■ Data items
----------
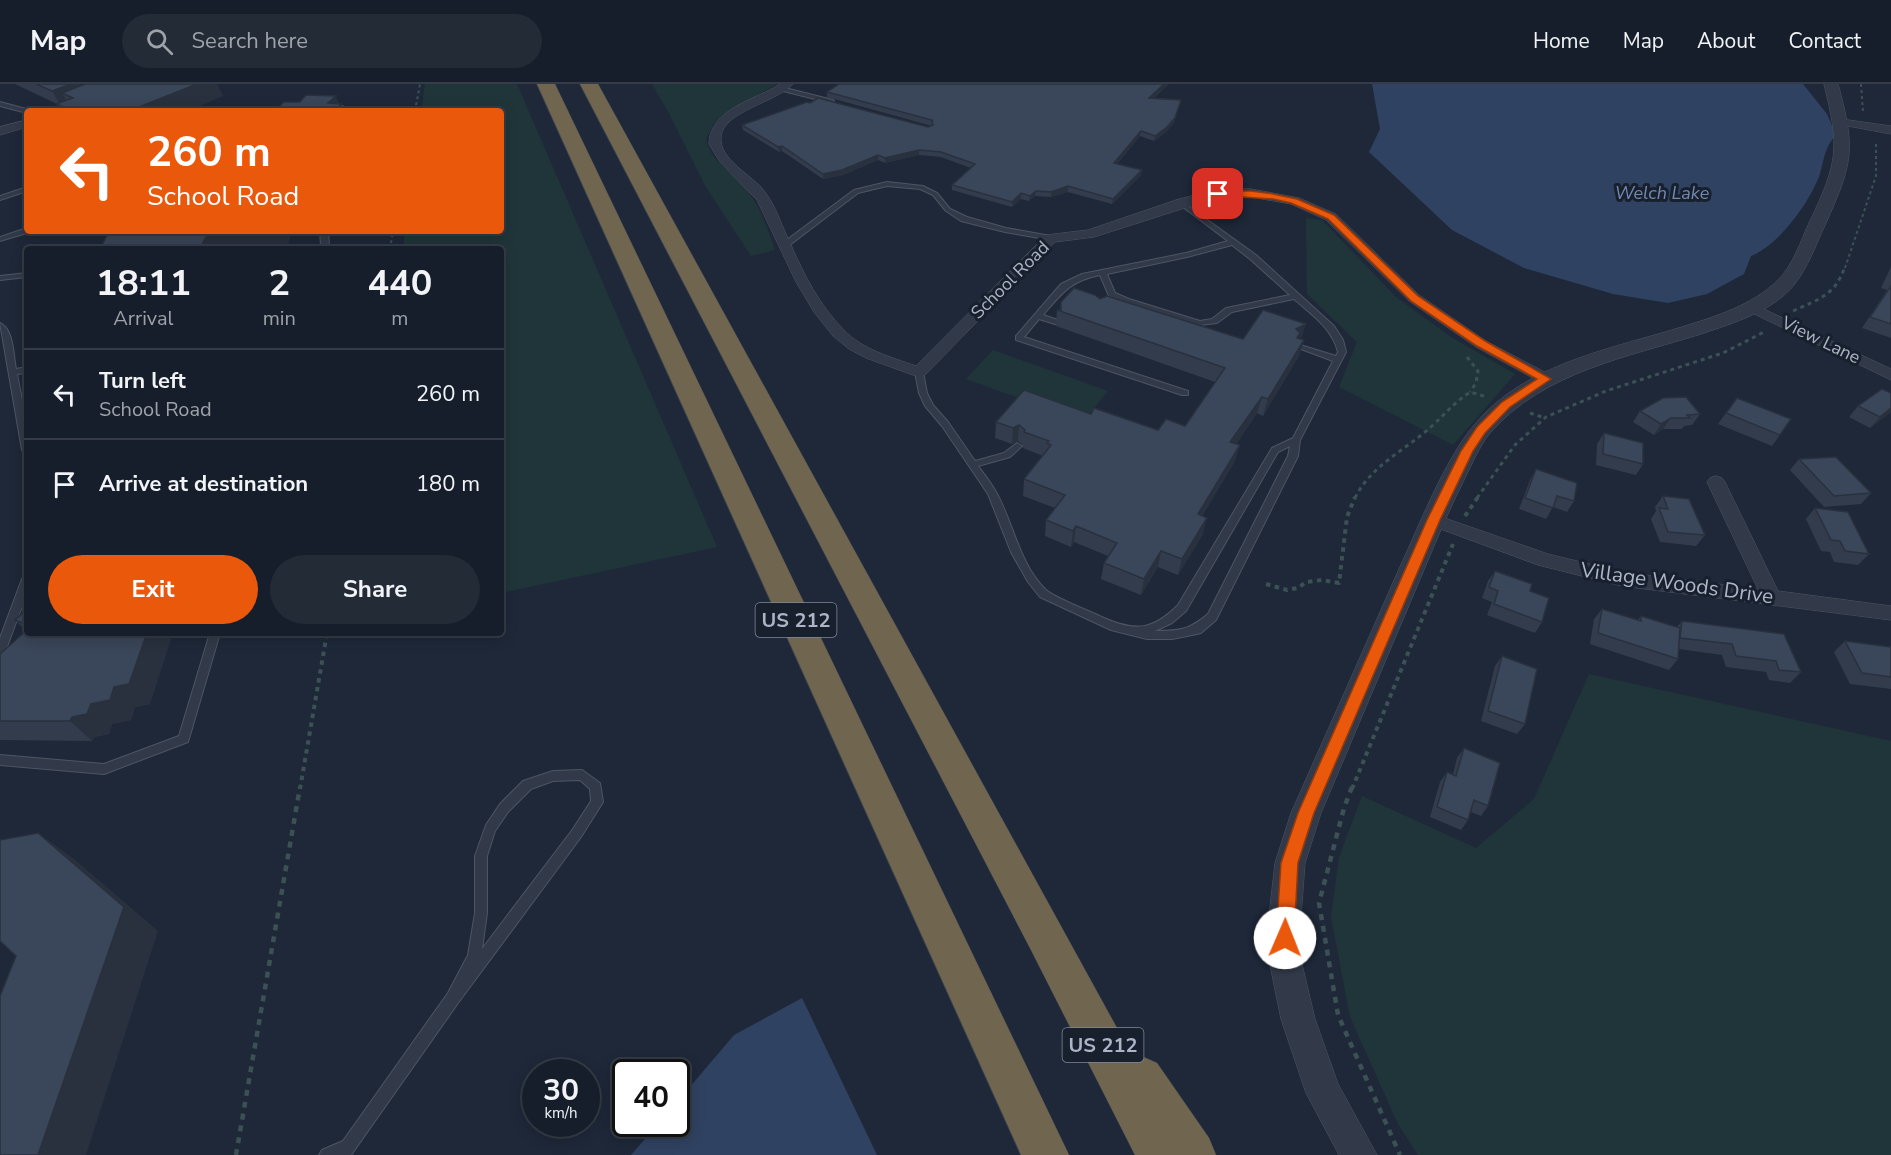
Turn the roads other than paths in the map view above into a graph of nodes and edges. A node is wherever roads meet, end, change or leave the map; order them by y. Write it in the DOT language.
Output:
graph roads {
  1 [pos="546,84"];
  2 [pos="589,84"];
  3 [pos="1831,84"];
  4 [pos="784,86"];
  5 [pos="0,104"];
  6 [pos="842,104"];
  7 [pos="311,108"];
  8 [pos="342,108"];
  9 [pos="24,110"];
  10 [pos="1840,122"];
  11 [pos="24,124"];
  12 [pos="1891,130"];
  13 [pos="0,131"];
  14 [pos="24,190"];
  15 [pos="0,198"];
  16 [pos="1181,203"];
  17 [pos="24,231"];
  18 [pos="0,238"];
  19 [pos="1051,238"];
  20 [pos="1234,242"];
  21 [pos="784,245"];
  22 [pos="1103,273"];
  23 [pos="24,275"];
  24 [pos="0,278"];
  25 [pos="1112,294"];
  26 [pos="1295,296"];
  27 [pos="1106,302"];
  28 [pos="1751,307"];
  29 [pos="1037,316"];
  30 [pos="1055,322"];
  31 [pos="0,325"];
  32 [pos="1297,346"];
  33 [pos="1338,360"];
  34 [pos="24,370"];
  35 [pos="13,372"];
  36 [pos="919,372"];
  37 [pos="1891,375"];
  38 [pos="1546,379"];
  39 [pos="1185,393"];
  40 [pos="24,433"];
  41 [pos="1296,440"];
  42 [pos="1017,446"];
  43 [pos="972,464"];
  44 [pos="1716,482"];
  45 [pos="1433,520"];
  46 [pos="24,587"];
  47 [pos="1771,597"];
  48 [pos="1891,613"];
  49 [pos="1138,632"];
  50 [pos="214,636"];
  51 [pos="0,652"];
  52 [pos="0,760"];
  53 [pos="1046,936"];
  54 [pos="453,998"];
  55 [pos="344,1151"];
  56 [pos="327,1155"];
  57 [pos="1045,1155"];
  58 [pos="1160,1155"];
  59 [pos="1192,1155"];
  60 [pos="1359,1155"];
  1 -- 57 [label="highway, US 212"];
  2 -- 53 [label="highway, US 212"];
  3 -- 10 [label="street"];
  4 -- 6 [label="lane"];
  4 -- 21 [label="street"];
  5 -- 9 [label="lane"];
  7 -- 8 [label="lane"];
  10 -- 12 [label="street"];
  10 -- 28 [label="street"];
  11 -- 13 [label="street"];
  14 -- 15 [label="lane"];
  16 -- 19 [label="street, School Road"];
  16 -- 20 [label="lane"];
  16 -- 38 [label="street, School Road"];
  17 -- 18 [label="lane"];
  19 -- 21 [label="lane"];
  19 -- 36 [label="street, School Road"];
  20 -- 22 [label="lane"];
  20 -- 26 [label="lane"];
  21 -- 36 [label="street"];
  22 -- 25 [label="lane"];
  22 -- 29 [label="lane"];
  23 -- 24 [label="lane"];
  25 -- 26 [label="lane"];
  25 -- 27 [label="lane"];
  26 -- 33 [label="lane"];
  28 -- 37 [label="street, View Lane"];
  28 -- 38 [label="street"];
  29 -- 30 [label="lane"];
  29 -- 39 [label="lane"];
  31 -- 35 [label="lane"];
  32 -- 33 [label="lane"];
  33 -- 41 [label="lane"];
  34 -- 35 [label="lane"];
  35 -- 40 [label="lane"];
  36 -- 43 [label="lane"];
  38 -- 45 [label="street"];
  41 -- 49 [label="lane"];
  41 -- 49 [label="lane"];
  42 -- 43 [label="lane"];
  43 -- 49 [label="lane"];
  44 -- 47 [label="street"];
  45 -- 47 [label="street, Village Woods Drive"];
  45 -- 60 [label="street"];
  46 -- 51 [label="lane"];
  47 -- 48 [label="street, Village Woods Drive"];
  50 -- 52 [label="lane"];
  53 -- 58 [label="highway, US 212"];
  53 -- 59 [label="highway"];
  54 -- 54 [label="lane"];
  54 -- 55 [label="lane"];
  55 -- 56 [label="lane"];
}
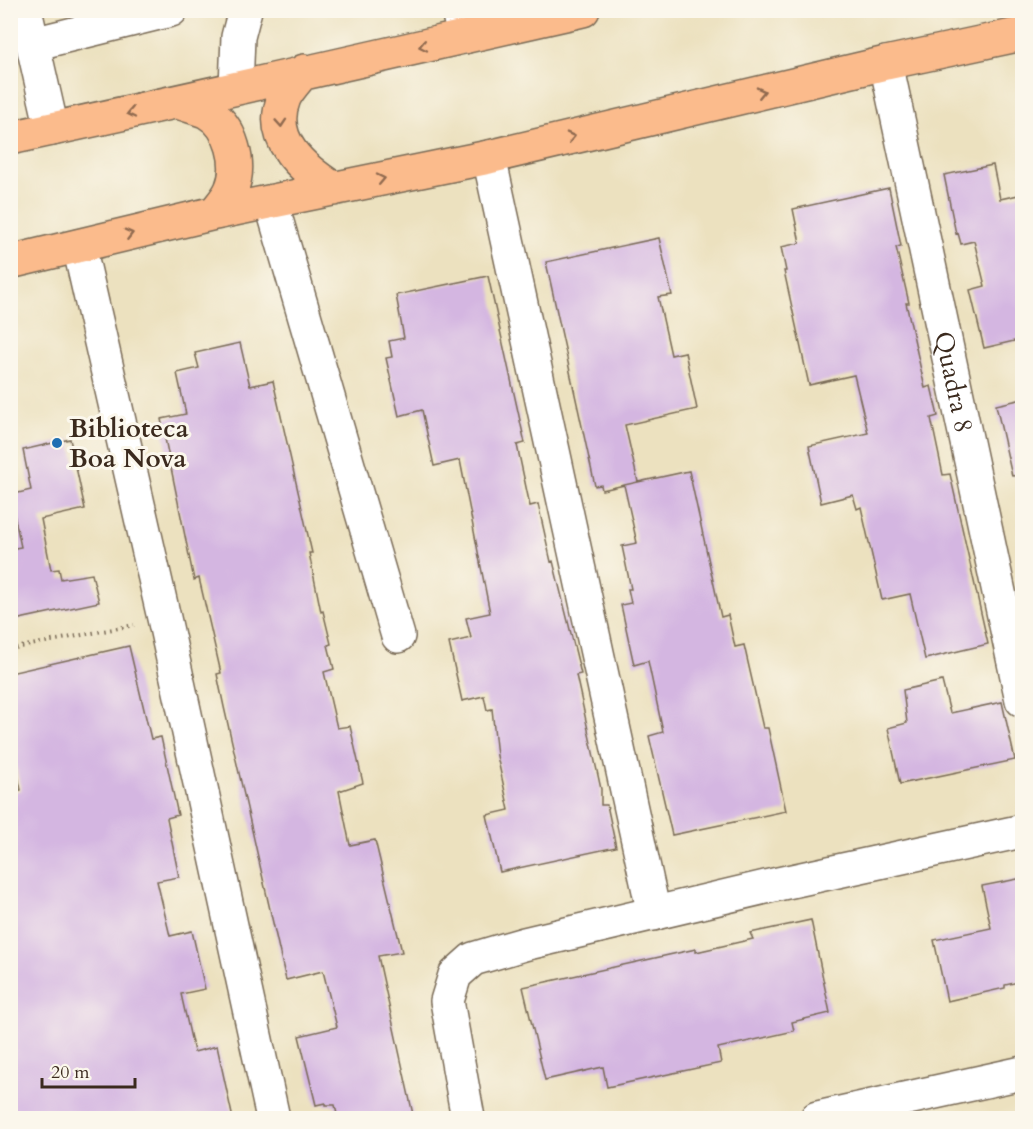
----------
■ Work request
Copy every record verbatim while leaving each picture out.

■ Answer for the task
Turn the roads other than paths in the map view above into a graph of nodes and edges. A node is wherever roads meet, end, change or leave the map; order them by y. Write it in the DOT language.
Output:
graph roads {
  1 [pos="546,84"];
  2 [pos="589,84"];
  3 [pos="1831,84"];
  4 [pos="784,86"];
  5 [pos="0,104"];
  6 [pos="842,104"];
  7 [pos="311,108"];
  8 [pos="342,108"];
  9 [pos="24,110"];
  10 [pos="1840,122"];
  11 [pos="24,124"];
  12 [pos="1891,130"];
  13 [pos="0,131"];
  14 [pos="24,190"];
  15 [pos="0,198"];
  16 [pos="1181,203"];
  17 [pos="24,231"];
  18 [pos="0,238"];
  19 [pos="1051,238"];
  20 [pos="1234,242"];
  21 [pos="784,245"];
  22 [pos="1103,273"];
  23 [pos="24,275"];
  24 [pos="0,278"];
  25 [pos="1112,294"];
  26 [pos="1295,296"];
  27 [pos="1106,302"];
  28 [pos="1751,307"];
  29 [pos="1037,316"];
  30 [pos="1055,322"];
  31 [pos="0,325"];
  32 [pos="1297,346"];
  33 [pos="1338,360"];
  34 [pos="24,370"];
  35 [pos="13,372"];
  36 [pos="919,372"];
  37 [pos="1891,375"];
  38 [pos="1546,379"];
  39 [pos="1185,393"];
  40 [pos="24,433"];
  41 [pos="1296,440"];
  42 [pos="1017,446"];
  43 [pos="972,464"];
  44 [pos="1716,482"];
  45 [pos="1433,520"];
  46 [pos="24,587"];
  47 [pos="1771,597"];
  48 [pos="1891,613"];
  49 [pos="1138,632"];
  50 [pos="214,636"];
  51 [pos="0,652"];
  52 [pos="0,760"];
  53 [pos="1046,936"];
  54 [pos="453,998"];
  55 [pos="344,1151"];
  56 [pos="327,1155"];
  57 [pos="1045,1155"];
  58 [pos="1160,1155"];
  59 [pos="1192,1155"];
  60 [pos="1359,1155"];
  1 -- 57 [label="highway, US 212"];
  2 -- 53 [label="highway, US 212"];
  3 -- 10 [label="street"];
  4 -- 6 [label="lane"];
  4 -- 21 [label="street"];
  5 -- 9 [label="lane"];
  7 -- 8 [label="lane"];
  10 -- 12 [label="street"];
  10 -- 28 [label="street"];
  11 -- 13 [label="street"];
  14 -- 15 [label="lane"];
  16 -- 19 [label="street, School Road"];
  16 -- 20 [label="lane"];
  16 -- 38 [label="street, School Road"];
  17 -- 18 [label="lane"];
  19 -- 21 [label="lane"];
  19 -- 36 [label="street, School Road"];
  20 -- 22 [label="lane"];
  20 -- 26 [label="lane"];
  21 -- 36 [label="street"];
  22 -- 25 [label="lane"];
  22 -- 29 [label="lane"];
  23 -- 24 [label="lane"];
  25 -- 26 [label="lane"];
  25 -- 27 [label="lane"];
  26 -- 33 [label="lane"];
  28 -- 37 [label="street, View Lane"];
  28 -- 38 [label="street"];
  29 -- 30 [label="lane"];
  29 -- 39 [label="lane"];
  31 -- 35 [label="lane"];
  32 -- 33 [label="lane"];
  33 -- 41 [label="lane"];
  34 -- 35 [label="lane"];
  35 -- 40 [label="lane"];
  36 -- 43 [label="lane"];
  38 -- 45 [label="street"];
  41 -- 49 [label="lane"];
  41 -- 49 [label="lane"];
  42 -- 43 [label="lane"];
  43 -- 49 [label="lane"];
  44 -- 47 [label="street"];
  45 -- 47 [label="street, Village Woods Drive"];
  45 -- 60 [label="street"];
  46 -- 51 [label="lane"];
  47 -- 48 [label="street, Village Woods Drive"];
  50 -- 52 [label="lane"];
  53 -- 58 [label="highway, US 212"];
  53 -- 59 [label="highway"];
  54 -- 54 [label="lane"];
  54 -- 55 [label="lane"];
  55 -- 56 [label="lane"];
}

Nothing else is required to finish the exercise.